Only the text of the entries below should be returned, exactly as given, without pictures.

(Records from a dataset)
|---|

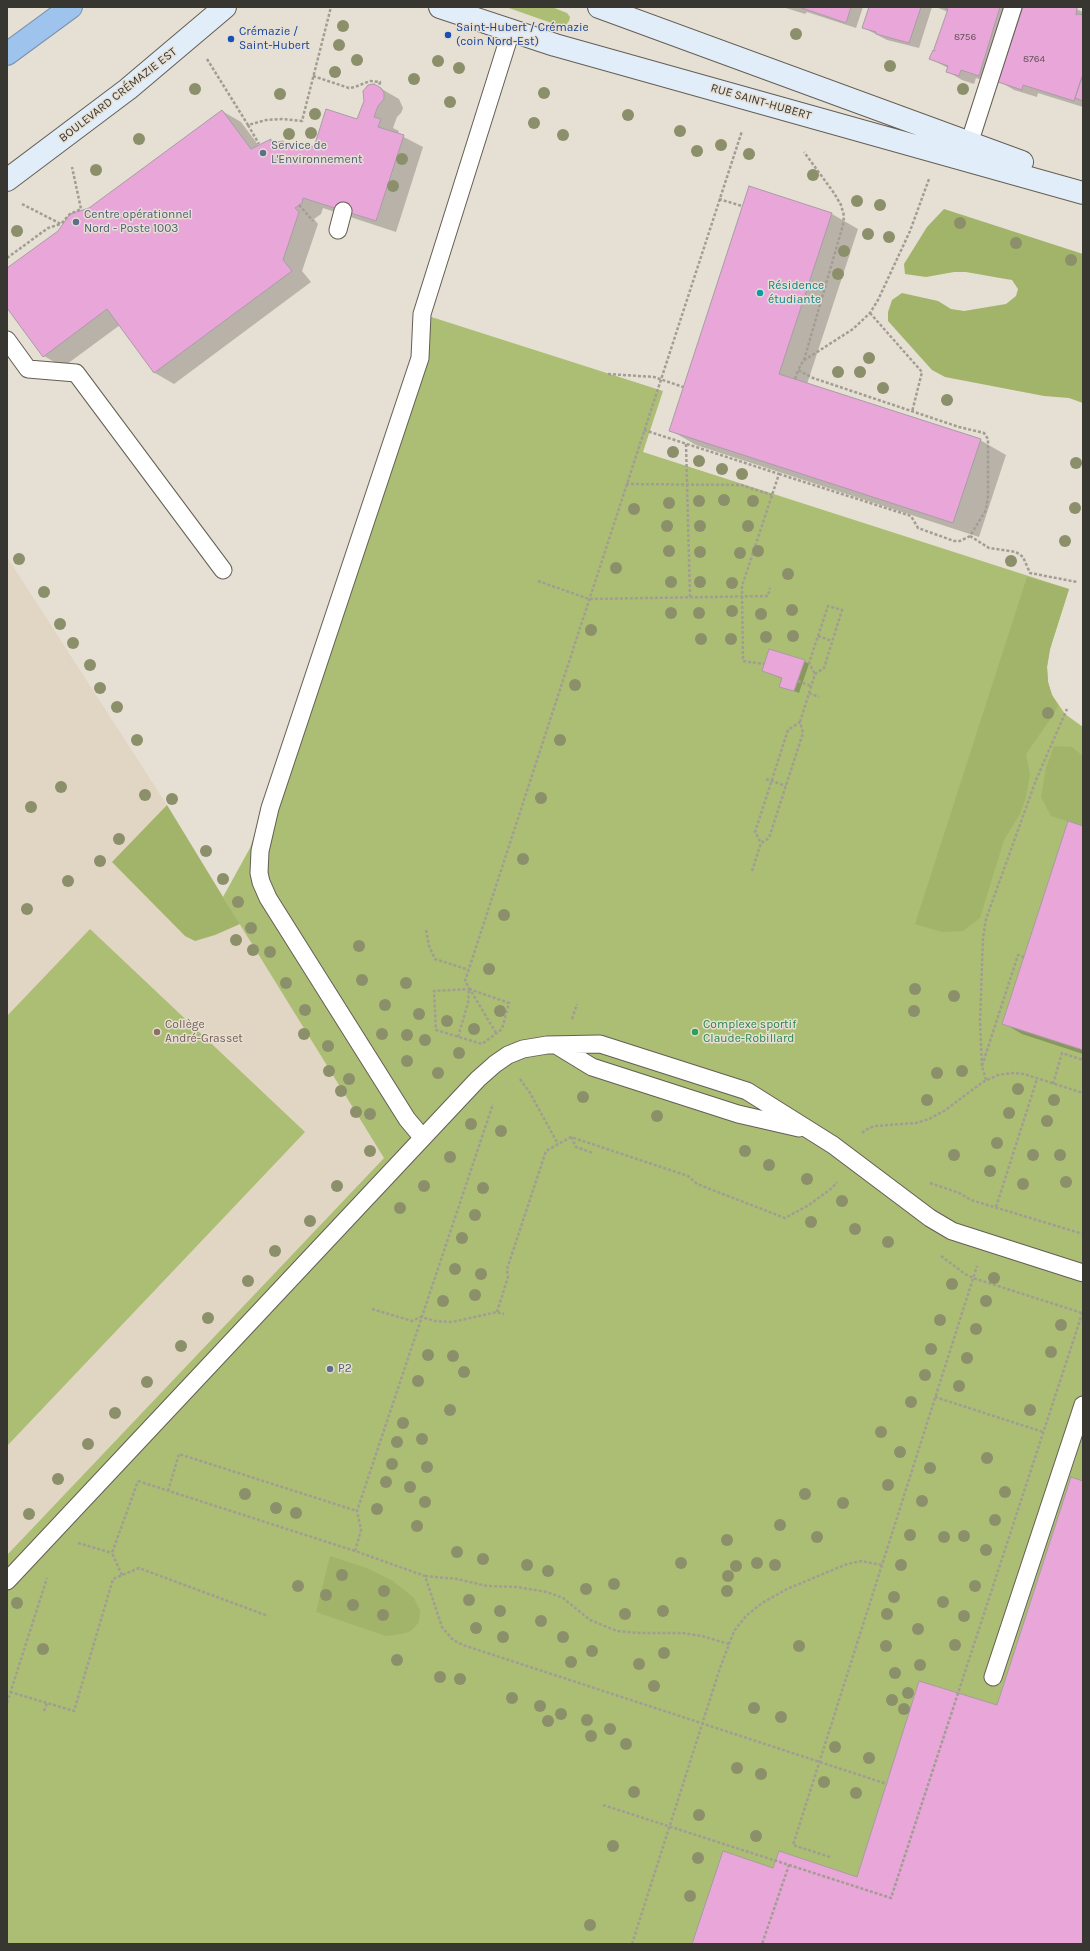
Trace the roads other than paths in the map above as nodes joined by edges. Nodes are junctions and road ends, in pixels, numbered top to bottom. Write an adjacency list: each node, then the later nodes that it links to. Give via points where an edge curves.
1 (71, 7): 7 (highway)
2 (226, 7): 9 (main road, BOULEVARD CRÉMAZIE EST, via 128,89)
3 (440, 7): 6 (main road, RUE SAINT-HUBERT)
4 (599, 7): 8 (main road, RUE SAINT-HUBERT)
5 (1013, 7): 8 (lane)
6 (511, 31): 8 (main road, RUE SAINT-HUBERT); 18 (lane, via 422,314 420,358 270,808 260,851 259,873 268,898 407,1119)
7 (7, 54)
8 (967, 151): 10 (main road, RUE SAINT-HUBERT); 11 (main road, RUE SAINT-HUBERT)
9 (7, 180)
10 (1083, 184)
11 (1083, 193)
12 (343, 211): 13 (lane)
13 (338, 230)
14 (7, 340): 15 (lane, via 28,369 76,373)
15 (223, 570)
16 (556, 1045): 17 (lane, via 592,1067 738,1114); 17 (lane, via 600,1044 747,1091); 18 (lane, via 537,1046 508,1055 478,1079)
17 (810, 1130): 19 (lane, via 930,1218 952,1231)
18 (422, 1137): 21 (lane)
19 (1083, 1273)
20 (1083, 1405): 22 (lane)
21 (7, 1581)
22 (993, 1677)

|---|

Exercise result ::
Trace the roads other than paths in the map above as nodes joined by edges. Nodes are junctions and road ends, in pixels, numbered top to bottom. Write an adjacency list: each node, then the later nodes that it links to. Give via points where an edge curves.
1 (71, 7): 7 (highway)
2 (226, 7): 9 (main road, BOULEVARD CRÉMAZIE EST, via 128,89)
3 (440, 7): 6 (main road, RUE SAINT-HUBERT)
4 (599, 7): 8 (main road, RUE SAINT-HUBERT)
5 (1013, 7): 8 (lane)
6 (511, 31): 8 (main road, RUE SAINT-HUBERT); 18 (lane, via 422,314 420,358 270,808 260,851 259,873 268,898 407,1119)
7 (7, 54)
8 (967, 151): 10 (main road, RUE SAINT-HUBERT); 11 (main road, RUE SAINT-HUBERT)
9 (7, 180)
10 (1083, 184)
11 (1083, 193)
12 (343, 211): 13 (lane)
13 (338, 230)
14 (7, 340): 15 (lane, via 28,369 76,373)
15 (223, 570)
16 (556, 1045): 17 (lane, via 592,1067 738,1114); 17 (lane, via 600,1044 747,1091); 18 (lane, via 537,1046 508,1055 478,1079)
17 (810, 1130): 19 (lane, via 930,1218 952,1231)
18 (422, 1137): 21 (lane)
19 (1083, 1273)
20 (1083, 1405): 22 (lane)
21 (7, 1581)
22 (993, 1677)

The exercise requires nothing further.